Celebrating the Queens platinum jubilee’s perfectly proper but some of the empire jingoism that accompanied it was frankly nauseating. It’s a remarkable length of reign but her 70 years have straddled the end of the colonies and seen a re-assessment of what it is to be British, with racism and even the union challenged.
Yet the red, white and blue fest exhorted by some was a celebration of an age of empire and a belief in British exceptionalism. I’d been reading Kenneth Morgan’s biography of Jim Callaghan, in which he quoted a speech by the former PM, where he stated that “the mistake we made was to think we won the war”.
By that he meant that of course, Germany had surrendered but the war had also broken Britain’s back. Victory as opposed to defeat meant there was more celebration rather than reflection. That has continued with the empire jingoism being fuelled by Brexit with a false narrative of an imperial past portrayed and an equally duplicitous future of a new golden age portrayed. No wonder I’ve seen comments that their history allows Germany to look to the future, whilst Britain harks to the past.
That was highlighted in another excellent book that I read, and which acted as a counterweight to the over-the-top commentary all to pervasive last week. It was “Empireland” by the journalist Sathnam Sangehra who grew up the son of Sikh immigrants in Wolverhampton. He’s proud of his British identity as well as of his Sikh heritage but he rightly challenges the sins of empire and the damage it can do, whether in racism or exceptionalism.
He started with the Amritsar massacre which is doubtless burned on his psyche as a Sikh. I’d heard of that atrocity but many others that he detailed were new to me. Moreover, the narration I’d heard of others was in many ways vastly different from the reality. India focussed large as you’d expect but the smaller scale of the “Blackhole of Calcutta” I’d heard of as a child, dreadful though it was, contrasted with the far greater atrocities perpetrated in the suppression of the Indian Mutiny.
I confess to having been unaware of Britain’s incursion into Tibet in 1903. The current sins of China are rightly called out in that land tragic land. But maybe we should also reflect on the slaughter perpetrated by Younghusband where some 3000 Tibetans were slaughtered for the loss of a few dozen British soldiers. It was redolent of the worst excesses of the US cavalry against the Indians with machine guns wiping out monks armed only with spears and amulets, which they believed offered salvation.
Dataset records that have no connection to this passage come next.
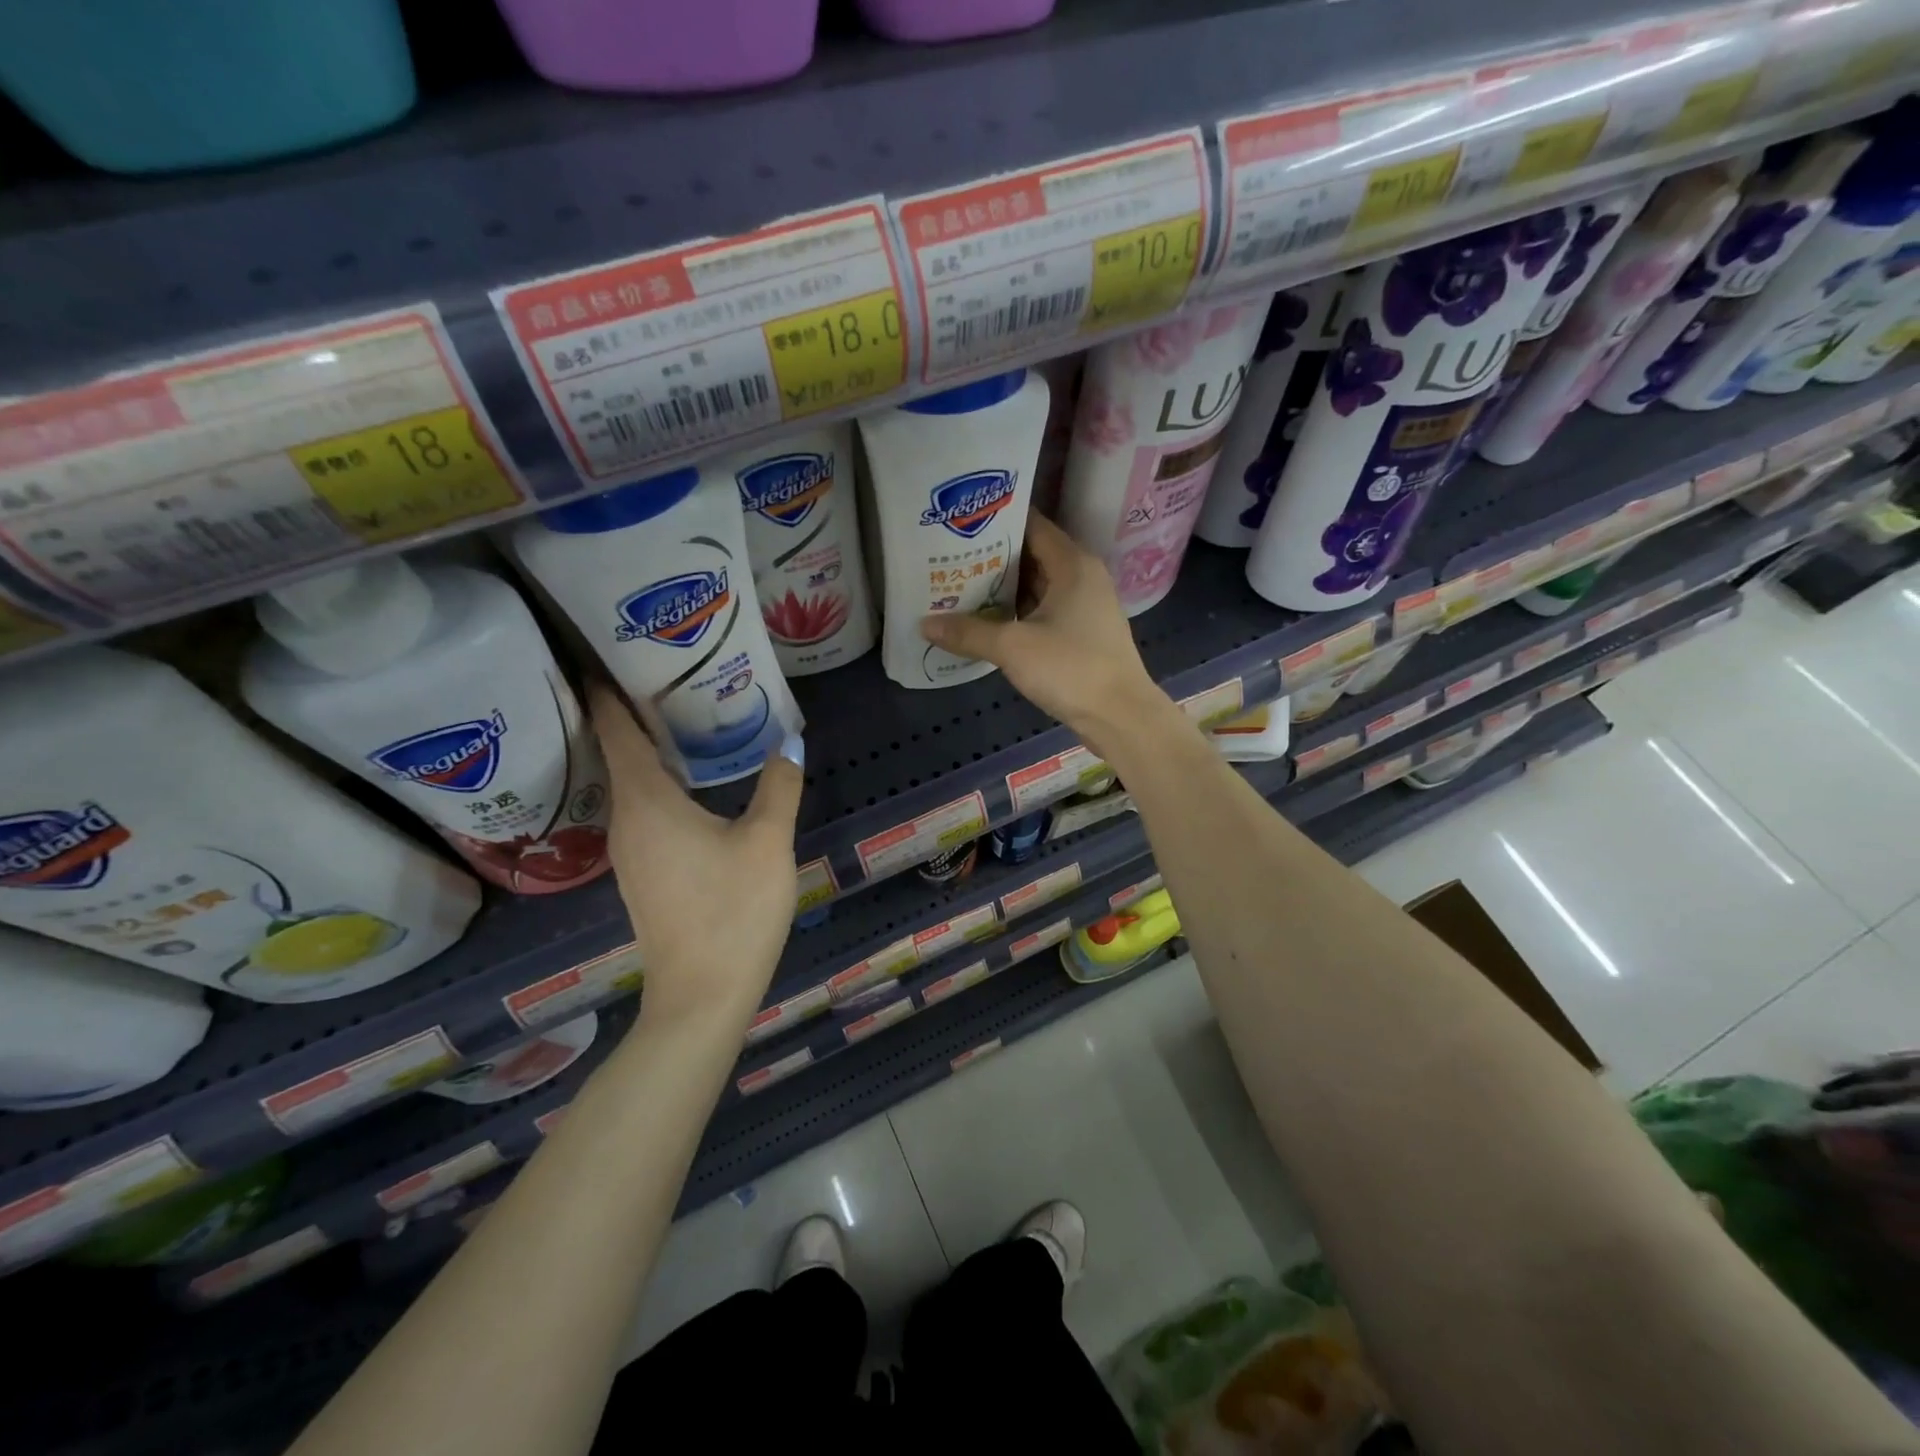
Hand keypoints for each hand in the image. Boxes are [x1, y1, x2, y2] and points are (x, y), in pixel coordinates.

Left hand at [588, 684, 803, 1028]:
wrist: (702, 996)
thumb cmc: (733, 911)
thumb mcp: (767, 842)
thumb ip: (778, 786)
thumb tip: (789, 741)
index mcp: (646, 802)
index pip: (616, 728)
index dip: (607, 687)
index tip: (609, 648)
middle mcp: (625, 820)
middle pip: (618, 751)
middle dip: (634, 709)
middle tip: (666, 670)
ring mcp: (629, 850)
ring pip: (630, 782)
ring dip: (648, 748)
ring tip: (682, 713)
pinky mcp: (642, 872)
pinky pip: (642, 809)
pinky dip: (658, 781)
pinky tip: (691, 778)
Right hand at [919, 514, 1172, 755]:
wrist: (1120, 716)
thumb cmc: (1071, 668)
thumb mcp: (1013, 647)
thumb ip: (969, 632)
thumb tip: (925, 624)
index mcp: (1073, 564)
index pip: (1032, 525)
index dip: (997, 522)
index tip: (961, 523)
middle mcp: (1082, 577)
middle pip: (1032, 556)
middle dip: (992, 558)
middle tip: (949, 557)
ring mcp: (1085, 607)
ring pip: (1037, 587)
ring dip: (1002, 589)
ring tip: (958, 587)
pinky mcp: (1082, 634)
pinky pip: (1043, 612)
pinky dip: (1017, 613)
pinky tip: (986, 622)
Going to Westminster, I pass Robert Clive’s statue, an odious and evil man. The empire was robbery and exploitation, which should be admitted not continually denied. There’s much to celebrate over the last 70 years in Britain but equally there’s much more that needs challenged.
If you delude yourself, failing to acknowledge the reality of your circumstances, living in a false past rather than creating a better future, then you’re going to struggle socially, as well as economically. Hurrah for Brexit Britain, it still looks back as there’s little to look forward because of it.